The Other McCain

"One should either write ruthlessly what one believes to be the truth, or else shut up." — Arthur Koestler

The Phantom Menace, Remembered

Posted on | September 23, 2012 | 14 Comments

Perry campaign volunteers, Des Moines, Iowa, Aug. 9, 2011

“He surfed into the race on a tsunami wave of overconfidence, his campaign led by a bunch of cutthroat a–holes who had just finished sabotaging Newt Gingrich.
“They convinced a lot of people . . . to climb aboard The Smilin’ Texan Express for a one-way ride to glory.”

Robert Stacy McCain, Nov. 29, 2011

Back during the primary campaign — and I think it was in January, but I could be wrong — Ace of Spades did a post in which he ranted sarcastically against “gut hunches” as a basis for political judgment. Perhaps it is solipsistic to imagine Ace had me in mind, just because my hunches during the campaign repeatedly proved more accurate than the predictions of the elite punditocracy.

Even before the campaign really began, I saw the enormous upside potential of Herman Cain’s candidacy at a time when most of the other reporters regarded him as a novelty lightweight. By the time he zoomed to the top of the polls in late September 2011, I looked like prescient genius, and if it hadn’t been for the unexpected (and, Herman still insists, entirely false) sexual allegations, who knows what might have happened?

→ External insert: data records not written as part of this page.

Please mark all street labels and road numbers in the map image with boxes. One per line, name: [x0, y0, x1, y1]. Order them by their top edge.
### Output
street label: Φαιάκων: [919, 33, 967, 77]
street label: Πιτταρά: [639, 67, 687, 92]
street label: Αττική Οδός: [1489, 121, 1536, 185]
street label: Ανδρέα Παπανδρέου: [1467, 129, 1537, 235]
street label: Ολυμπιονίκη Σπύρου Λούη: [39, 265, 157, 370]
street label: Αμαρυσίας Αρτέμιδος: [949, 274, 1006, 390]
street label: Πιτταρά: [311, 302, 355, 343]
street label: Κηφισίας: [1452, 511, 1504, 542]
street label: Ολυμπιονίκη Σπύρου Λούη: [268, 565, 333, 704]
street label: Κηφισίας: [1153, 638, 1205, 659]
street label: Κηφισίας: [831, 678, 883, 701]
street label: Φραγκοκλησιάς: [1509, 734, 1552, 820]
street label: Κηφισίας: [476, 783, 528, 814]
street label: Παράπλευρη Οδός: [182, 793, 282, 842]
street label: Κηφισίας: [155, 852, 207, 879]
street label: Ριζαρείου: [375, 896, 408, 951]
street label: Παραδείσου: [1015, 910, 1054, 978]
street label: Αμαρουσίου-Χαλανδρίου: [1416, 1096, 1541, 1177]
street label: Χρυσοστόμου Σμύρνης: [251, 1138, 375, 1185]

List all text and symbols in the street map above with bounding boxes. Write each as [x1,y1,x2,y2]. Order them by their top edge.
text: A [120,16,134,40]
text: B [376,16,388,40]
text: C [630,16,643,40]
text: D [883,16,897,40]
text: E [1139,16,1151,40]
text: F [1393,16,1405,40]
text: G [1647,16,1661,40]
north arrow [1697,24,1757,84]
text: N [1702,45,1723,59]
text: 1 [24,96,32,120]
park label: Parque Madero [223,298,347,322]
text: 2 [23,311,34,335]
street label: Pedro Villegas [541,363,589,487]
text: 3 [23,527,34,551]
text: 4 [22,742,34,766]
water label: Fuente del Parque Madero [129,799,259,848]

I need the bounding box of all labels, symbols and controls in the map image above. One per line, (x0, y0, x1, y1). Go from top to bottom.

As soon as the Cain Train ran off the rails, I jumped straight to the Santorum Express, at a time when he was the lowest underdog in the field. Again, my gut hunch proved prescient, and by the time the polls began to catch up with my gut, Santorum was on the verge of a stunning upset in the Iowa caucuses. Despite all the odds against him, until he finally dropped out in April, Santorum was the last viable alternative to Romney.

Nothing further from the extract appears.